The independents, on the other hand, bring a lot more to their community. Independent Booksellers tend to be passionate about the industry. They tailor their stock to suit the local community and can advice customers on their purchases. Independents – not just bookshops, but any kind of establishment – create more jobs in the area, pay their staff more than chains, help keep the cash in the local economy and contribute to a vibrant High Street. According to statistics collated in the US, £68 of every 100 spent in an independently-owned shop stay in the local economy. Only £43 of every 100 spent in a chain store is retained locally.
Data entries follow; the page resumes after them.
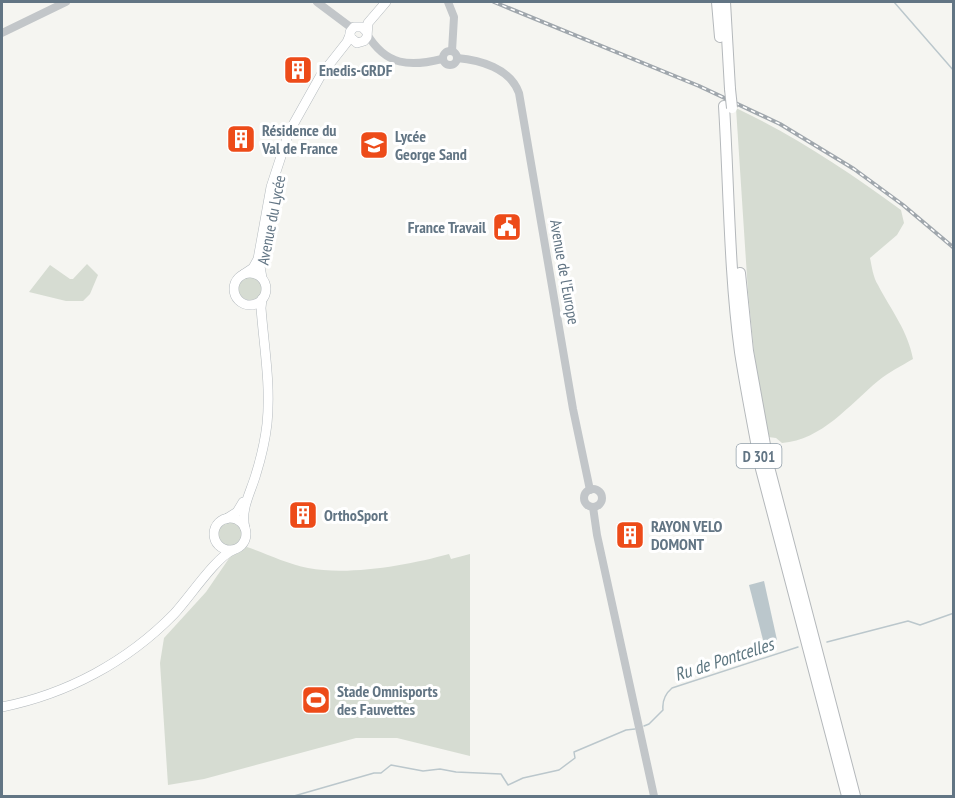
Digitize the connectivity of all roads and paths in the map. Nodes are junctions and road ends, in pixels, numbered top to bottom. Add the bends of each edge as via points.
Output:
1 (66, 2) edge
2 (316, 2) edge
3 (384, 2) edge
4 (448, 2) edge
5 (717, 2) edge
6 (725, 2) edge
7 (2, 33) edge
8 (359, 34) junction
9 (454, 55) junction
10 (727, 88) junction
11 (728, 107) junction
12 (244, 274) junction
13 (262, 278) junction
14 (262, 299) junction
15 (247, 304) junction
16 (263, 329) junction
17 (268, 392) junction
18 (225, 519) junction
19 (245, 528) junction
20 (216, 544) junction
21 (233, 550) junction
22 (211, 569) junction
23 (2, 707) edge
24 (654, 796) edge
25 (847, 796) edge
26 (855, 796) edge

1 - 7 street
2 - 8 street
3 - 8 main road, Avenue du Lycée
4 - 9 street via 454,17
5 - 10 highway, D 301
6 - 10 highway, D 301
8 - 9 street via 394,60 408,64 442,59 450,65 455,62
8 - 12 main road, Avenue du Lycée via 347,42 321,75 291,127 272,187 258,259
8 - 13 main road, Avenue du Lycée via 325,75 292,137 271,205 260,266
9 - 24 street, Avenue de l'Europe via 496,68 513,81 519,93 590,490 584,499 593,507
10 - 11 highway, D 301
11 - 25 highway, D 301 via 734,280 751,417 761,469
11 - 26 highway, D 301 via 748,351 759,418
12 - 13 main road via 256,273
12 - 15 main road via 234,290 239,301
13 - 14 main road via 266,289
14 - 15 main road
14 - 16 main road
15 - 16 main road via 256,311
16 - 17 main road
17 - 18 main road via 252,477 240,508
17 - 19 main road via 266,433 244,509
18 - 19 main road via 239,521
18 - 20 main road via 214,530
19 - 21 main road via 244,542
20 - 21 main road
20 - 22 main road
21 - 22 main road
22 - 23 main road via 160,628 125,655 62,689

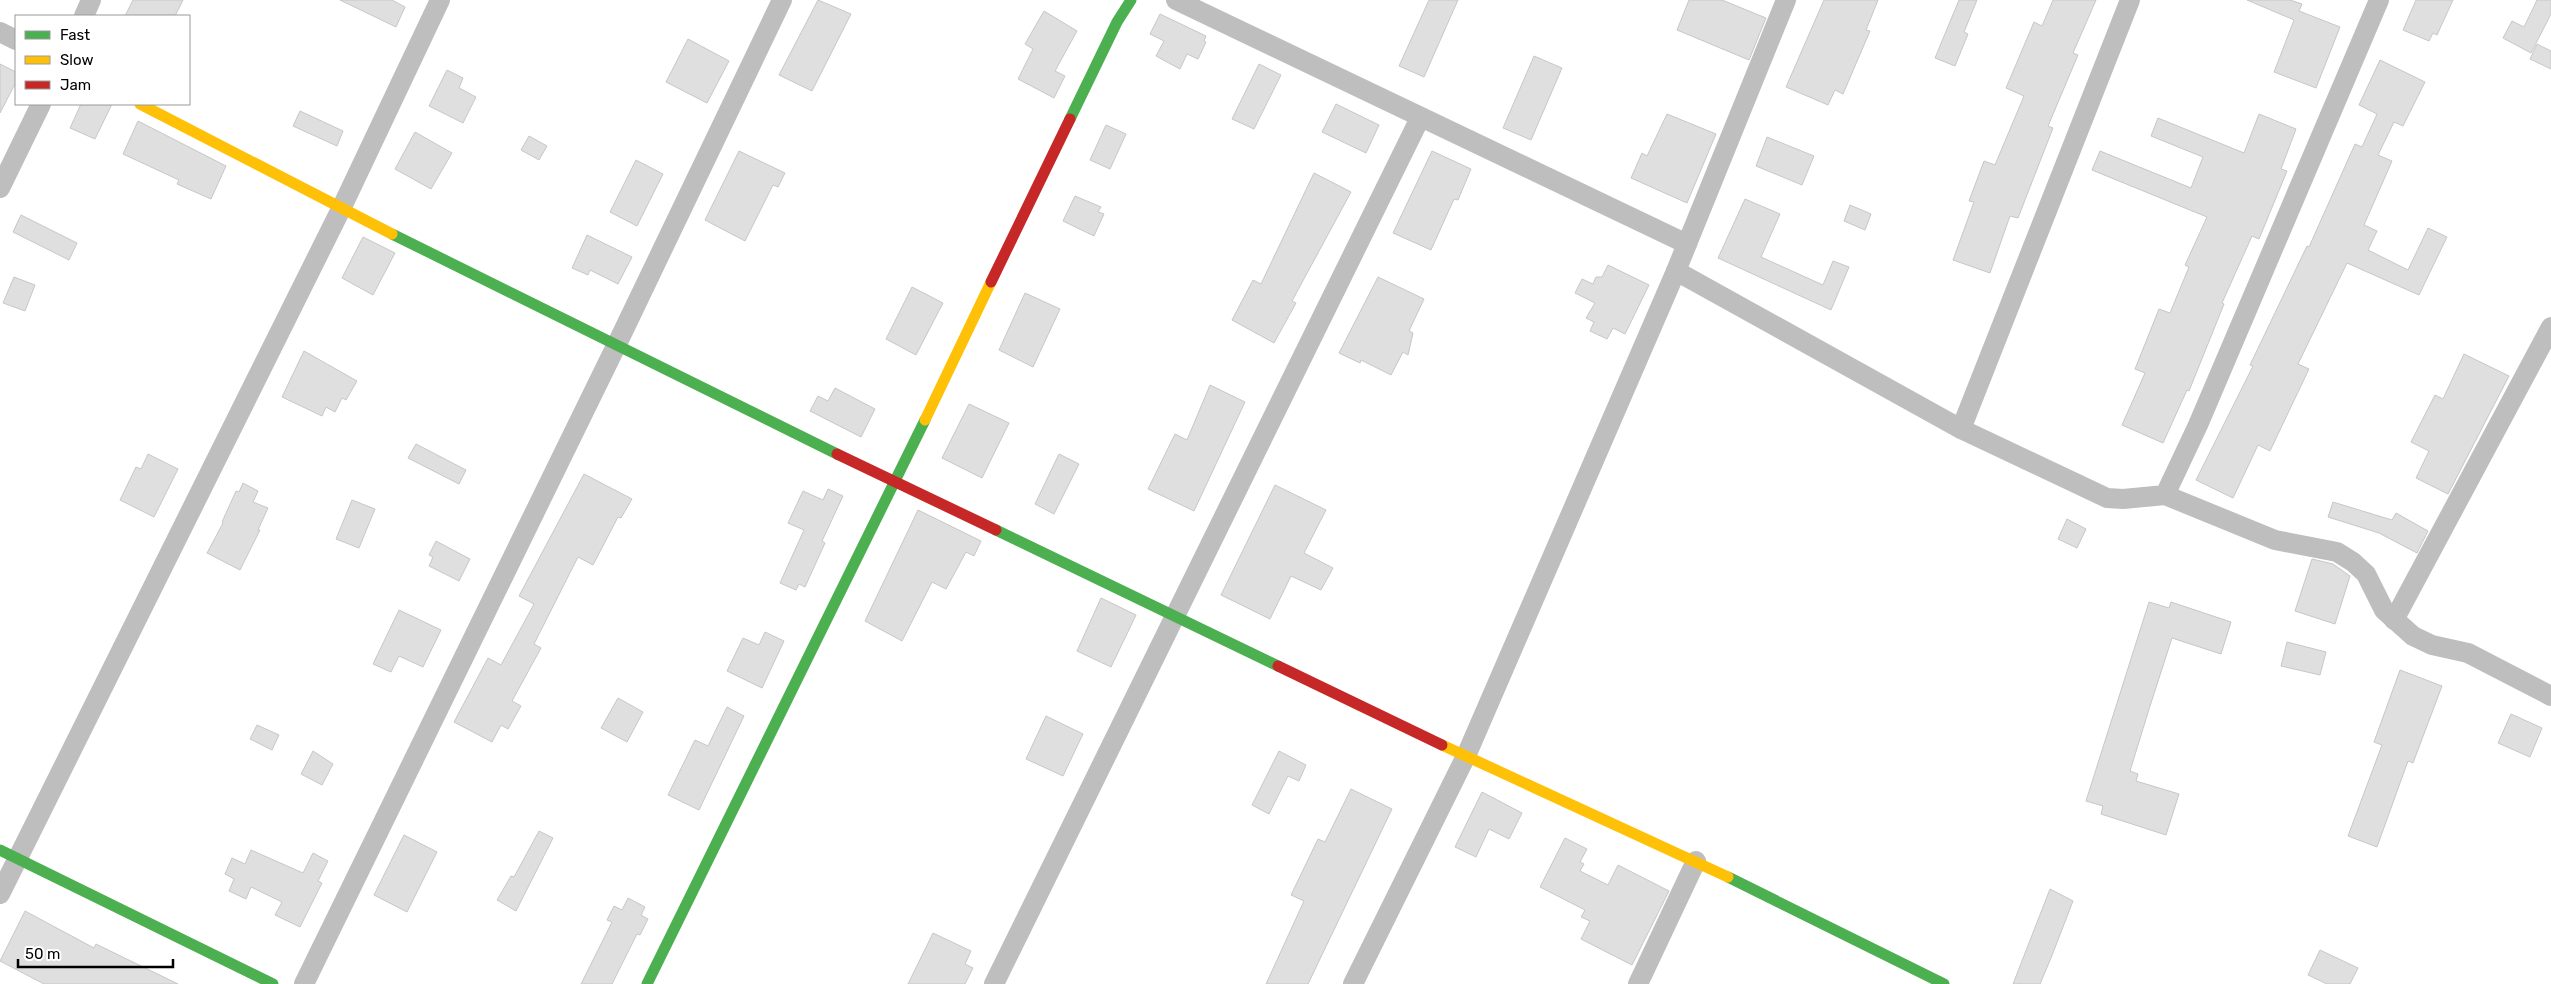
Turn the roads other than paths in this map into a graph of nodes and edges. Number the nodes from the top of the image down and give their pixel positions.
1 (91, 0) edge
2 (440, 0) edge
3 (782, 0) edge
4 (1132, 0) edge
5 (1176, 0) edge
6 (1786, 0) edge
7 (2130, 0) edge
8 (2379, 0) edge
9 (1212, 7) edge
10 (84, 15) edge
11 (0, 32) edge
12 (15, 40) edge
13 (41, 105) edge
14 (142, 105) edge
15 (1420, 118) junction
16 (0, 188) edge
17 (341, 209) junction
18 (1687, 244) junction
19 (1676, 271) junction
20 (2551, 327) edge
21 (618, 344) junction
22 (1961, 429) junction
23 (895, 482) junction
24 (2165, 496) junction
25 (1177, 617) junction
26 (2394, 620) junction
27 (2551, 696) edge
28 (1466, 756) junction
29 (9, 854) edge
30 (1696, 861) junction
31 (0, 894) edge
32 (1936, 982) edge
33 (274, 984) edge
34 (304, 984) edge
35 (647, 984) edge
36 (994, 984) edge
37 (1353, 984) edge
38 (1638, 984) edge

1 - 10 street
2 - 17 street
3 - 21 street
4 - 23 street
5 - 9 street
6 - 18 street
7 - 22 street
8 - 24 street
9 - 15 street
11 - 12 street
13 - 16 street
14 - 17 street
15 - 18 street
15 - 25 street
17 - 21 street
17 - 29 street
18 - 19 street
19 - 22 street
19 - 28 street
20 - 26 street
21 - 23 street
21 - 34 street
22 - 24 street
23 - 25 street
23 - 35 street
24 - 26 street
25 - 28 street
25 - 36 street
26 - 27 street
28 - 30 street
28 - 37 street
29 - 31 street
29 - 33 street
30 - 32 street
30 - 38 street

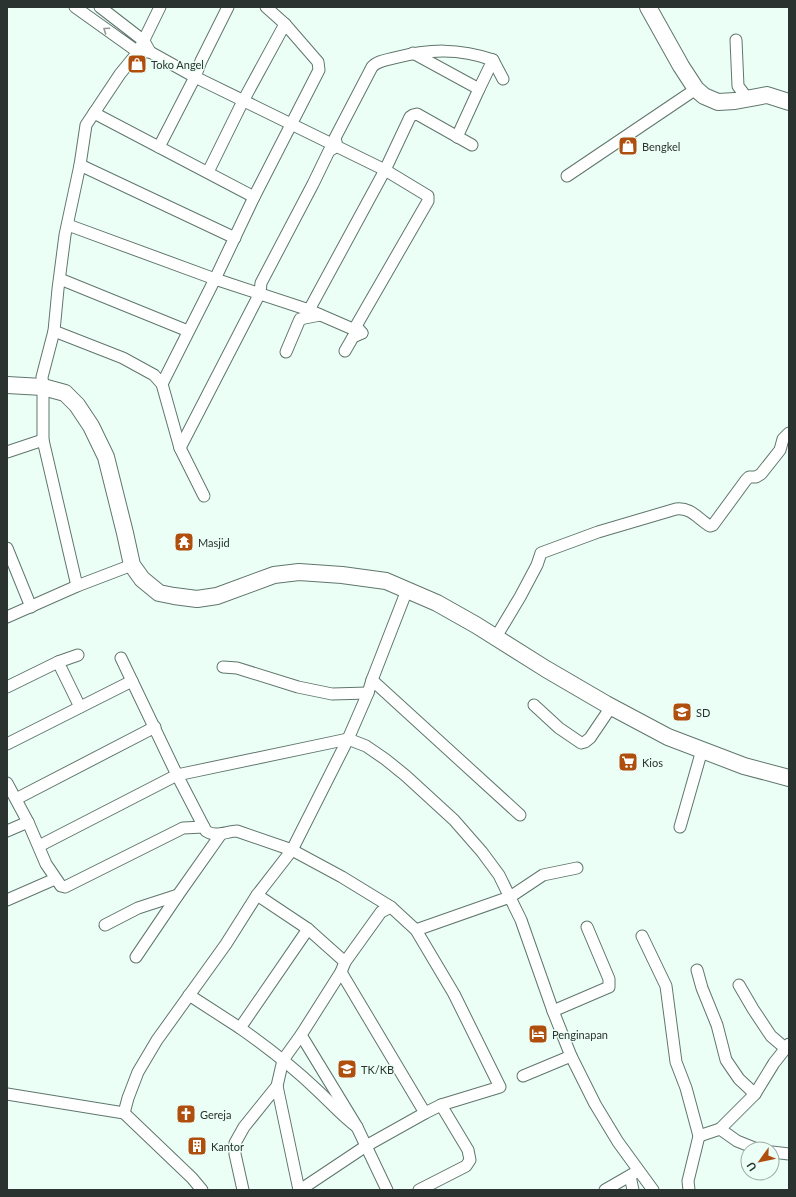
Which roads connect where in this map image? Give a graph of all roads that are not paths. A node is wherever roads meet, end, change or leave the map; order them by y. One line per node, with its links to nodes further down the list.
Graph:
1 (75, 7): 7 (street)
2 (100, 7): 10 (street)
3 (160, 7): 10 (street)
4 (228, 7): 15 (street)
5 (266, 7): 8 (street)
6 (648, 7): 18 (street)
7 (91, 12): 11 (street, one-way to 7)
8 (285, 24): 20 (street); 23 (street)
9 (736, 40): 19 (street)
10 (144, 41): 11 (street); 12 (street)
11 (138, 52): 12 (street); 22 (street)
12 (150, 52): 15 (street)
13 (413, 53): 14 (street); 17 (street); 26 (street)
14 (493, 60): 16 (street); 17 (street)
15 (195, 77): 20 (street); 27 (street)
16 (502, 79)
17 (479, 89): 24 (street)
18 (696, 89): 19 (street); 31 (street)
19 (747, 98): 21 (street)
20 (243, 101): 23 (street); 30 (street)
21 (789, 102)
22 (94, 112): 27 (street); 28 (street)
23 (292, 124): 26 (street); 32 (street)
24 (458, 137): 25 (street); 29 (street)
25 (472, 145)
26 (338, 146): 29 (street); 37 (street)
27 (159, 147): 30 (street)
28 (80, 164): 33 (street); 34 (street)
29 (385, 170): 38 (street); 42 (street)
30 (208, 172): 32 (street)
31 (567, 176)
32 (254, 197): 34 (street)
33 (68, 225): 35 (street); 36 (street)
34 (235, 238): 36 (street)
35 (60, 279): 40 (street); 41 (street)
36 (215, 279): 37 (street); 40 (street)
37 (260, 293): 38 (street); 50 (street)
38 (309, 310): 39 (street)
39 (320, 315): 42 (street); 44 (street)
40 (188, 330): 45 (street)
41 (54, 331): 45 (street); 47 (street)
42 (362, 333): 43 (street)
43 (345, 351)
44 (286, 352)
45 (162, 384): 50 (street)
46 (7, 385): 47 (street)
47 (43, 387): 49 (street); 54 (street)
48 (789, 433): 59 (street)
49 (43, 440): 51 (street); 55 (street)
50 (180, 448): 52 (street)
51 (7, 452)
52 (204, 496)
53 (7, 548): 57 (street)
54 (132, 565): 55 (street); 56 (street)
55 (77, 586): 57 (street)
56 (407, 590): 59 (street); 64 (street)
57 (31, 607): 58 (street)
58 (7, 617)
59 (496, 637): 70 (street)
60 (78, 655): 62 (street)
61 (121, 658): 65 (street)
62 (58, 662): 66 (street); 69 (street)
63 (223, 667): 67 (street)
64 (372, 680): 67 (street); 79 (street)
65 (132, 681): 69 (street); 71 (street)
66 (7, 687)
67 (368, 693): 72 (street)
68 (534, 705): 70 (street)
69 (80, 707): 73 (street)
70 (611, 707): 74 (street)
71 (155, 727): 75 (street); 78 (street)
72 (348, 739): 75 (street); 86 (street); 91 (street)
73 (7, 744)
74 (702, 750): 76 (street); 82 (street)
75 (177, 775): 81 (street); 85 (street)
76 (789, 778)
77 (7, 783): 78 (street)
78 (16, 799): 80 (street)
79 (520, 815)
80 (28, 822): 83 (street); 85 (street)
81 (204, 827): 84 (street); 88 (street)
82 (680, 827)
83 (7, 832)
84 (221, 834): 86 (street); 89 (street)
85 (39, 846): 88 (street)
86 (292, 850): 90 (street); 93 (street)
87 (577, 868): 91 (street)
88 (55, 879): 92 (street)
89 (178, 895): 94 (street); 99 (street)
90 (257, 895): 96 (street); 103 (street)
91 (510, 897): 97 (street); 104 (street)
92 (7, 900)
93 (392, 907): 97 (street); 100 (street)
94 (105, 925)
95 (586, 926): 104 (street)
96 (308, 929): 100 (street); 105 (street)
97 (416, 930): 114 (street)
98 (642, 936): 119 (street)
99 (136, 957)
100 (343, 967): 106 (street); 116 (street)
101 (697, 970): 113 (street)
102 (739, 985): 107 (street)
103 (189, 995): 105 (street); 115 (street)
104 (553, 1011): 108 (street)
105 (240, 1028): 109 (street)
106 (302, 1035): 109 (street); 117 (street)
107 (787, 1046): 113 (street)
108 (571, 1056): 110 (street); 122 (street)
109 (283, 1060): 111 (street); 117 (street)
110 (523, 1076)
111 (277, 1086): 124 (street); 125 (street)
112 (7, 1094): 115 (street)
113 (755, 1094): 118 (street)
114 (442, 1105): 116 (street); 127 (street)
115 (124, 1113): 123 (street)
116 (425, 1113): 121 (street)
117 (357, 1127): 121 (street)
118 (720, 1128): 119 (street); 120 (street)
119 (699, 1136): 131 (street)
120 (740, 1142)
121 (366, 1146): 125 (street); 126 (street)
122 (634, 1173): 128 (street); 129 (street); 130 (street)
123 (202, 1190)
124 (243, 1190)
125 (300, 1190)
126 (387, 1190)
127 (419, 1190)
128 (605, 1190)
129 (632, 1190)
130 (653, 1190)
131 (689, 1190)

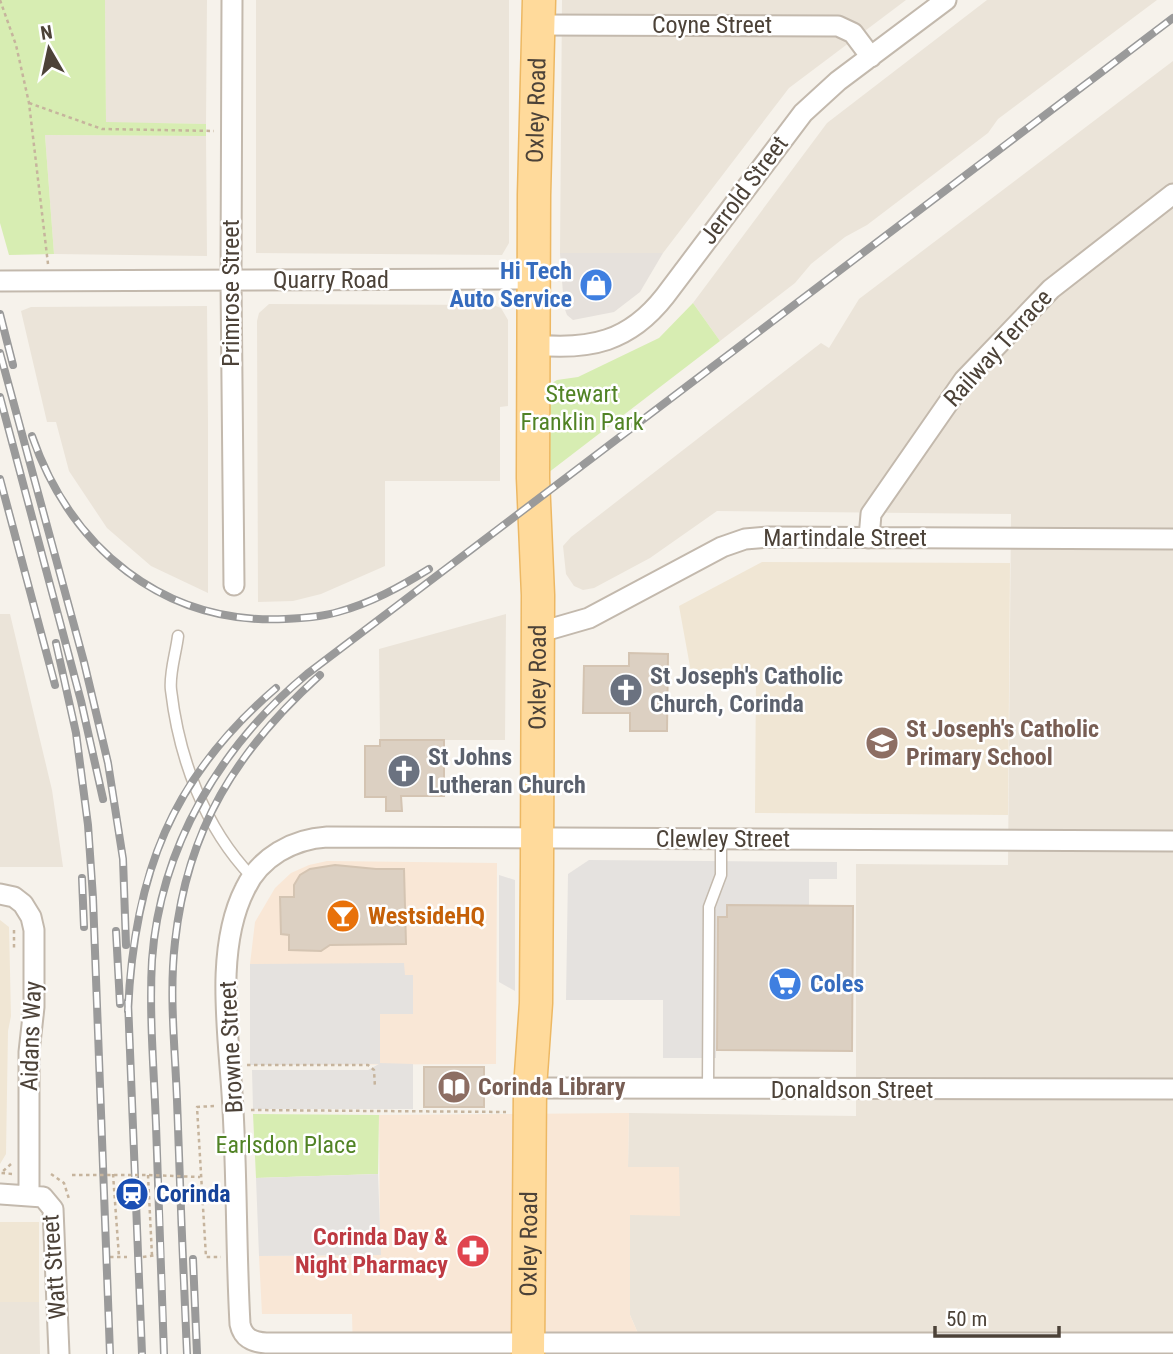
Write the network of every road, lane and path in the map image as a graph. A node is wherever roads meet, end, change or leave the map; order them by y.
1 (1, 0) edge
2 (232, 0) edge
3 (946, 0) edge
4 (539, 12) edge
5 (871, 57) junction
6 (29, 103) junction
7 (231, 131) junction
8 (1173, 194) edge
9 (535, 279) junction
10 (0, 281) edge
11 (50, 281) junction
12 (231, 281) junction
13 (535, 345) junction
14 (869, 538) junction
15 (1173, 539) edge
16 (234, 585) dead end
17 (537, 632) junction
18 (178, 636) dead end
19 (537, 838) junction
20 (721, 839) junction
21 (1173, 842) edge
22 (276, 854) joint
23 (252, 877) junction
24 (0, 894) edge
25 (247, 1065) dead end
26 (375, 1088) dead end
27 (530, 1088) junction
28 (1173, 1089) edge
29 (708, 1090) junction
30 (217, 1105) dead end
31 (248, 1110) dead end
32 (506, 1112) dead end
33 (113, 1174) junction
34 (72, 1175) dead end
35 (148, 1175) junction
36 (200, 1177) junction
37 (0, 1194) edge
38 (29, 1196) junction
39 (158, 1255) dead end
40 (142, 1256) dead end
41 (152, 1256) junction
42 (110, 1257) dead end
43 (119, 1257) junction
44 (127, 1257) dead end
45 (225, 1257) dead end
46 (1173, 1343) edge
47 (528, 1348) edge
48 (59, 1354) edge

1 - 6 path
2 - 7 street, Primrose Street
3 - 5 street, Jerrold Street
4 - 5 street, Coyne Street
4 - 9 main road, Oxley Road
5 - 13 street, Jerrold Street
6 - 7 path
6 - 11 path
7 - 12 street, Primrose Street
8 - 14 street, Railway Terrace
9 - 12 street, Quarry Road
9 - 13 main road, Oxley Road
10 - 11 street, Quarry Road
11 - 12 street, Quarry Road
12 - 16 street, Primrose Street
13 - 17 main road, Oxley Road
14 - 15 street, Martindale Street
14 - 17 street, Martindale Street
17 - 19 main road, Oxley Road
18 - 23 lane
19 - 20 street, Clewley Street
19 - 22 street, Clewley Street
19 - 27 main road, Oxley Road
20 - 21 street, Clewley Street
20 - 29 lane
22 - 23 street, Browne Street
23 - 47 street, Browne Street
24 - 38 street, Aidans Way
25 - 26 path
27 - 29 street, Donaldson Street
27 - 47 main road, Oxley Road
28 - 29 street, Donaldson Street
30 - 36 path
31 - 32 path
33 - 34 path, bridge
33 - 35 path, bridge
33 - 43 path
35 - 36 path, bridge
35 - 41 path
36 - 45 path
37 - 38 street
38 - 48 street, Watt Street
39 - 41 path
40 - 41 path
42 - 43 path
43 - 44 path
46 - 47 street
Independent shop owners are also likely to donate twice as much to local charities.
In Saltaire where I live, we are blessed with not one but two independent book shops. They couldn’t be more different. The bigger one is on the second floor of Salts Mill, once a rather forbidding wool mill, now a thriving mixed retail/exhibition space which boasts the largest collection of works by David Hockney in the world. Stepping through its door takes your breath away. It’s vast, the range of books available is a vibrant mix of best-sellers and specialist books you are unlikely to see anywhere else. Below it, is the 1853 art shop, which also stocks an impressive range of art books. People come here to spend money, and the bookshop gets its fair share of customers. There’s a buzz
about the place, it’s always busy and people have been known to trek across the county just to visit the shop.
David’s Bookshop is far smaller, literally the front room of the owner’s house on the busy Saltaire Road.
There’s always a few plastic crates filled with bargains on a battered picnic table outside the door. Inside, it is just as rich a treasure trove of literature as Salts Mill. David sells a mixture of new and vintage books often for a fraction of the price you would pay online. If you’re into collecting a particular genre or author, he’ll keep an eye out on stock for you, and his prices are very generous. He also sells books on the net, which means he can post to anywhere in the world.
So, with Waterstones a stone’s throw away in Leeds and Bradford, I am well set up for bookshops. Who knows, when I am too old to write, I might even open one myself. Do you have any favourite bookshops I might want to visit and blog about? They could be anywhere in the UK, or even abroad.